◆ RECORDS TO PROCESS ◆
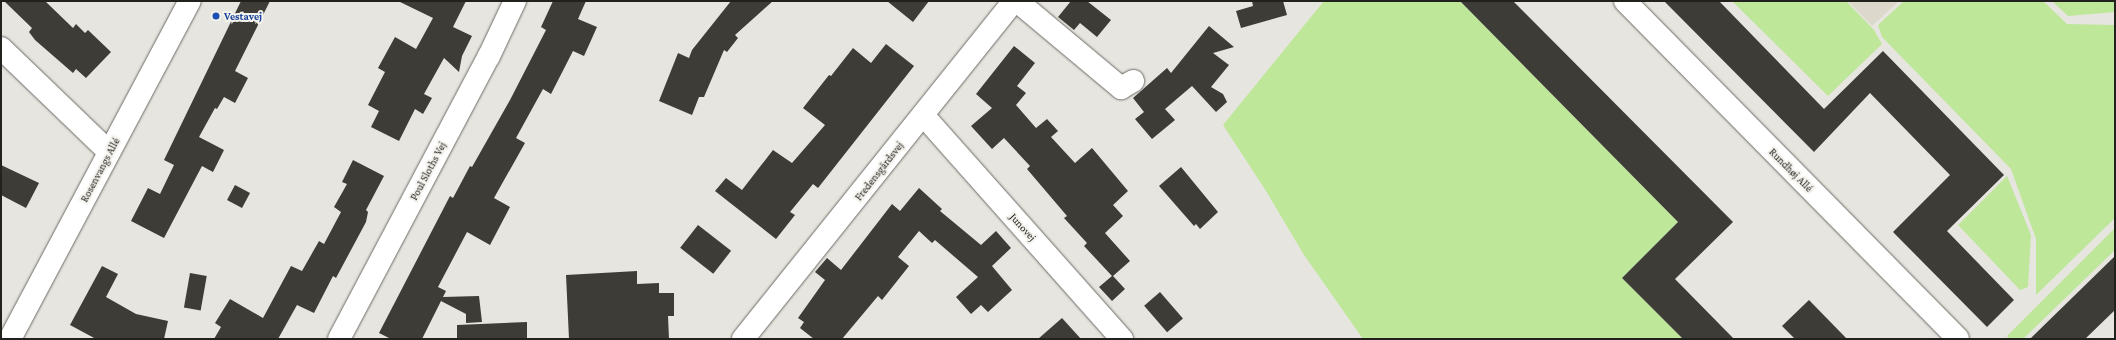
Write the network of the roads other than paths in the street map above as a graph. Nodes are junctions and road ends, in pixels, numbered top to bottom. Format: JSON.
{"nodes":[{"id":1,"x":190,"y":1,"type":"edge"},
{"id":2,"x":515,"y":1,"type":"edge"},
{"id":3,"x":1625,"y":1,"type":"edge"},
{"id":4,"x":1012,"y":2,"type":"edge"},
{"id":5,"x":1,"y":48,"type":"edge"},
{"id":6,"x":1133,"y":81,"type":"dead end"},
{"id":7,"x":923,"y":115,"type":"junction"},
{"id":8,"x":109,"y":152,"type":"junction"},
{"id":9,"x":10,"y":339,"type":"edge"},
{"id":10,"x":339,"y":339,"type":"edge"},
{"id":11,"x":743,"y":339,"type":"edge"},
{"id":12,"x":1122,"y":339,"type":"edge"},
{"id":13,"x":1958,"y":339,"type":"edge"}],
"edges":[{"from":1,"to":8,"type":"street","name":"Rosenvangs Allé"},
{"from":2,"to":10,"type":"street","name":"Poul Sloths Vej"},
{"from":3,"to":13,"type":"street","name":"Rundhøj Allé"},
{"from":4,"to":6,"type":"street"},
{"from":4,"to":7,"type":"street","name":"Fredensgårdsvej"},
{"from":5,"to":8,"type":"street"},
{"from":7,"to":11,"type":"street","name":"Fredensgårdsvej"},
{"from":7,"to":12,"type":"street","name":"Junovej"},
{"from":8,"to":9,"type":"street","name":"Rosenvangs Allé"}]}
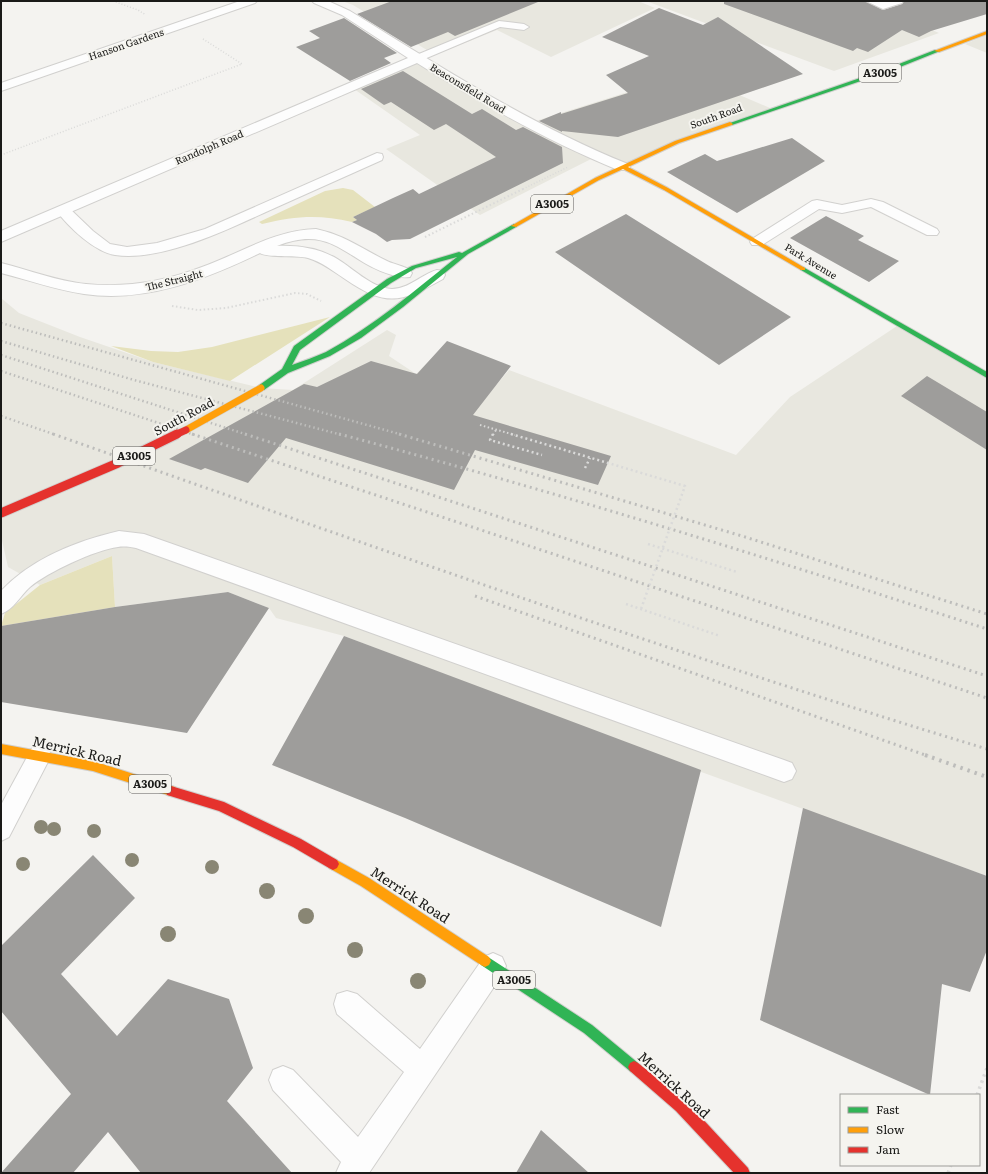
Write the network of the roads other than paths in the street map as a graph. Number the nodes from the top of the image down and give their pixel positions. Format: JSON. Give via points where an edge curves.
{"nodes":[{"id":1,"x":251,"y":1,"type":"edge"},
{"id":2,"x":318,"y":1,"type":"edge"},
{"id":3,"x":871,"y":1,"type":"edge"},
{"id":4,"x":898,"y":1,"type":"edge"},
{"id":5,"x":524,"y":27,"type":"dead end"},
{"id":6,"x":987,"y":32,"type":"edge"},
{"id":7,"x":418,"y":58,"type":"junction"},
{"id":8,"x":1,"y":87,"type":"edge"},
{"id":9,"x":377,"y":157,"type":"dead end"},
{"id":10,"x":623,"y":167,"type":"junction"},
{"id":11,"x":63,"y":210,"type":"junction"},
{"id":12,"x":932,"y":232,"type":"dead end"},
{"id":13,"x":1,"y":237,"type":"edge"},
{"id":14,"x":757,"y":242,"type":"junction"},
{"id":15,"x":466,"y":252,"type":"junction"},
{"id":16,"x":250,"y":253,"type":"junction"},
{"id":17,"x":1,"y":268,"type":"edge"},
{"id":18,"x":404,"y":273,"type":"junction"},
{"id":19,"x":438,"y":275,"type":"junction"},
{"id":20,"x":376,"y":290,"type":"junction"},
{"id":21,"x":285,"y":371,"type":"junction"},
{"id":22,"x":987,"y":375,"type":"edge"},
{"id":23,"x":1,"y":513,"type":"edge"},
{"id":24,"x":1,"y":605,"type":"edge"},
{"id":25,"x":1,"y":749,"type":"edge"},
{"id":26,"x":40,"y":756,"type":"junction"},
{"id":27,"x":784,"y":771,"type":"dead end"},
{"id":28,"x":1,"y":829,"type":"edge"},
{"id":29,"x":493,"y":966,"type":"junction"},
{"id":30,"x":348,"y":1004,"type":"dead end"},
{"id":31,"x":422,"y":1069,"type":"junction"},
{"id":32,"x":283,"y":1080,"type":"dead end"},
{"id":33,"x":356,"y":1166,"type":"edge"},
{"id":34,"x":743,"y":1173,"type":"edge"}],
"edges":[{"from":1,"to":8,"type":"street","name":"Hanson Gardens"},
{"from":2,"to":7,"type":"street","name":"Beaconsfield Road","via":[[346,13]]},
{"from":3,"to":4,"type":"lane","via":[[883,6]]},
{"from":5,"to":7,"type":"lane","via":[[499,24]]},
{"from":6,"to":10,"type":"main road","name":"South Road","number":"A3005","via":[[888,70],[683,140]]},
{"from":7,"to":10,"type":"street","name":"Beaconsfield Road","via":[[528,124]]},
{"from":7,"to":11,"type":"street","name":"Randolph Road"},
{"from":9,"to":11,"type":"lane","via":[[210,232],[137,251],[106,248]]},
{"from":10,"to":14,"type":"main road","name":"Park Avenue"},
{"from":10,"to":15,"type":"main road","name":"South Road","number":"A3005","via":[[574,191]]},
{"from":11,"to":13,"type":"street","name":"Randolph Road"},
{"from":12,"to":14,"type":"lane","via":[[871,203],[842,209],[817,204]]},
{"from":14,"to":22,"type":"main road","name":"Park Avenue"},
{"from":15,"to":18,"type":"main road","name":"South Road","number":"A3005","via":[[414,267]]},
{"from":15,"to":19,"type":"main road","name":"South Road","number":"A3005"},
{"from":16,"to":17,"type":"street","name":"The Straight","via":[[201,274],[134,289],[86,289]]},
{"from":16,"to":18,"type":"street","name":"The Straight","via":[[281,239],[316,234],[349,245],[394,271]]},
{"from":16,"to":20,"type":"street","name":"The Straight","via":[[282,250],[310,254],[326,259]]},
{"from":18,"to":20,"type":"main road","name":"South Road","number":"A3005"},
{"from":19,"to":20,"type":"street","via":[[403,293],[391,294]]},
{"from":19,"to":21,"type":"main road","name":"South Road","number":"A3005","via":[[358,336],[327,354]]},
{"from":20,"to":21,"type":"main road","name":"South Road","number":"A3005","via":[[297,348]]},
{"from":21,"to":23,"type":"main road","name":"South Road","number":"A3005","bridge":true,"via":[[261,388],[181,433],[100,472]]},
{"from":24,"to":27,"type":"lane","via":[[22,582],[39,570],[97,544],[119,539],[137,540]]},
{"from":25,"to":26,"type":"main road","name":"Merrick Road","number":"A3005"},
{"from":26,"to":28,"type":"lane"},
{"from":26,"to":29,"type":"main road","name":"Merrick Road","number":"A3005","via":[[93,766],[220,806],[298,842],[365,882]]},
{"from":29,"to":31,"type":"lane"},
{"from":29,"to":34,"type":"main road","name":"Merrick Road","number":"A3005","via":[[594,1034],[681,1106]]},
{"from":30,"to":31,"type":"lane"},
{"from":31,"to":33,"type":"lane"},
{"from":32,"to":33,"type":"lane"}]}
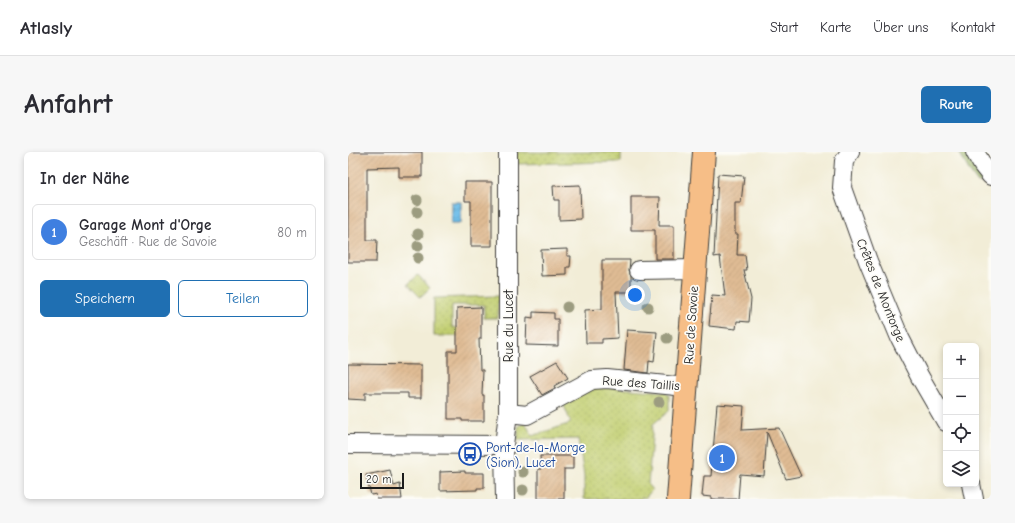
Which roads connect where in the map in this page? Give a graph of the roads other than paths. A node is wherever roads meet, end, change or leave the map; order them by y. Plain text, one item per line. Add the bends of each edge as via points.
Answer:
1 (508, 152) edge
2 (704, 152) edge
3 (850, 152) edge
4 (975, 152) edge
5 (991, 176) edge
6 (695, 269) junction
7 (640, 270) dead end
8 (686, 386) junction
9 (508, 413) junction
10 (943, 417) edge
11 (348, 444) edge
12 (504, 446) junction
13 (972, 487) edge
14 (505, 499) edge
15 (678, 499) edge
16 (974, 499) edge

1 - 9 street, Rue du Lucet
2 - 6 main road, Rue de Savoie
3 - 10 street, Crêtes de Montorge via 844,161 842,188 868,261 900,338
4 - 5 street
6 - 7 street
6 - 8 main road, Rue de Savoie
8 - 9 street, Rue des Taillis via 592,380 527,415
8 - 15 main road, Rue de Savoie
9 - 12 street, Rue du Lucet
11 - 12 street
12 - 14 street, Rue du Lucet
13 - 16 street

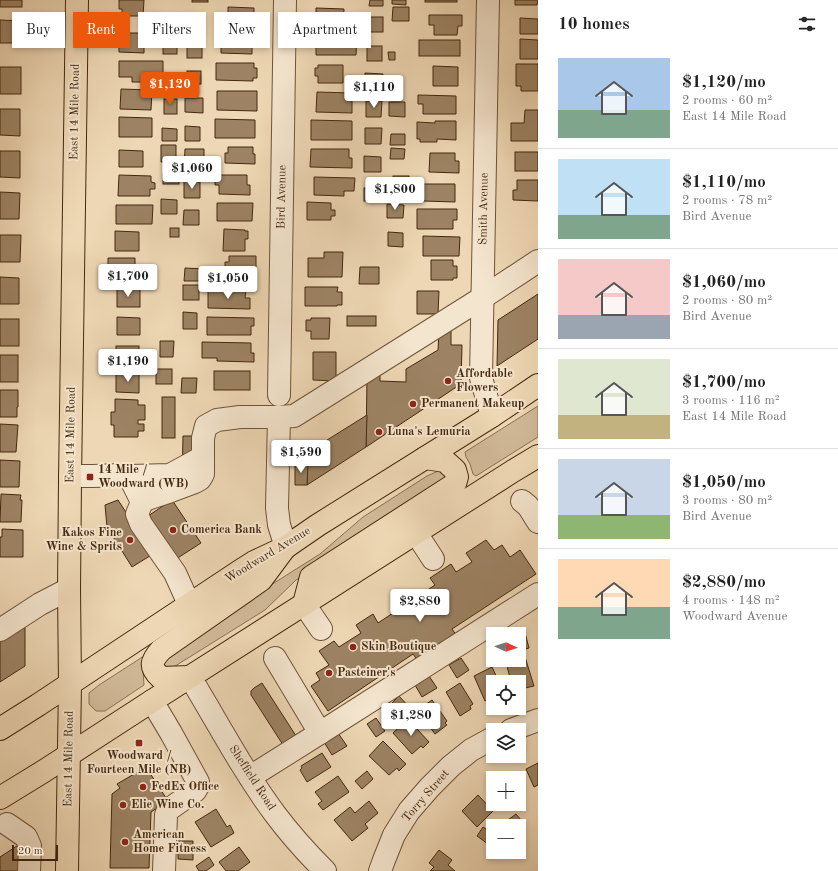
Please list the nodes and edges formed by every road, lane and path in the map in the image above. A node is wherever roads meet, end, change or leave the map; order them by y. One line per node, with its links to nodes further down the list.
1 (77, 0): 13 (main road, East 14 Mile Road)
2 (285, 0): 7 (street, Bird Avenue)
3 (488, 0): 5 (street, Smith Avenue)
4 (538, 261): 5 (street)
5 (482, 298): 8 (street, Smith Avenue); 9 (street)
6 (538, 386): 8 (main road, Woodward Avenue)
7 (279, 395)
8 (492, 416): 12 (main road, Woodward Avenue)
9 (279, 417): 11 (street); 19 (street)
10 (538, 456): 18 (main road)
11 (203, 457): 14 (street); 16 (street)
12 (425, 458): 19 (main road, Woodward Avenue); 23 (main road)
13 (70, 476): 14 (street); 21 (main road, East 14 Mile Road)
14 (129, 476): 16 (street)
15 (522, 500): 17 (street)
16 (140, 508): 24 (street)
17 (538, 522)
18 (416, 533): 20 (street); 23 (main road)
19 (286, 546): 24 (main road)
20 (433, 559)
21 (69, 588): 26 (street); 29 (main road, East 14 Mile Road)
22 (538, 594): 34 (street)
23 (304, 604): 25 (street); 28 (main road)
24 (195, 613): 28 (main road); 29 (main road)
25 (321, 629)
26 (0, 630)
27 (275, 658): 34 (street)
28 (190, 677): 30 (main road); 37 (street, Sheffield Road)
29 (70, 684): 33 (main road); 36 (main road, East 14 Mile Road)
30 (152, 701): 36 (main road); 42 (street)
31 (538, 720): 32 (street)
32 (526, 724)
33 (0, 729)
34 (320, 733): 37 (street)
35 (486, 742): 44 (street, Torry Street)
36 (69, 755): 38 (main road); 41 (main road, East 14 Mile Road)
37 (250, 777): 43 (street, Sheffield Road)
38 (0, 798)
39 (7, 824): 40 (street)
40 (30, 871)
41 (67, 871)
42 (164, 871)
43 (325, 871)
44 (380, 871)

◆ TRY IT ◆
Across the entries above, find the lines with the string "Allé" and copy them.

◆ ANSWER BOX ◆
"edges":[{"from":1,"to":8,"type":"street","name":"Rosenvangs Allé"},
{"from":3,"to":13,"type":"street","name":"Rundhøj Allé"},
{"from":8,"to":9,"type":"street","name":"Rosenvangs Allé"}]}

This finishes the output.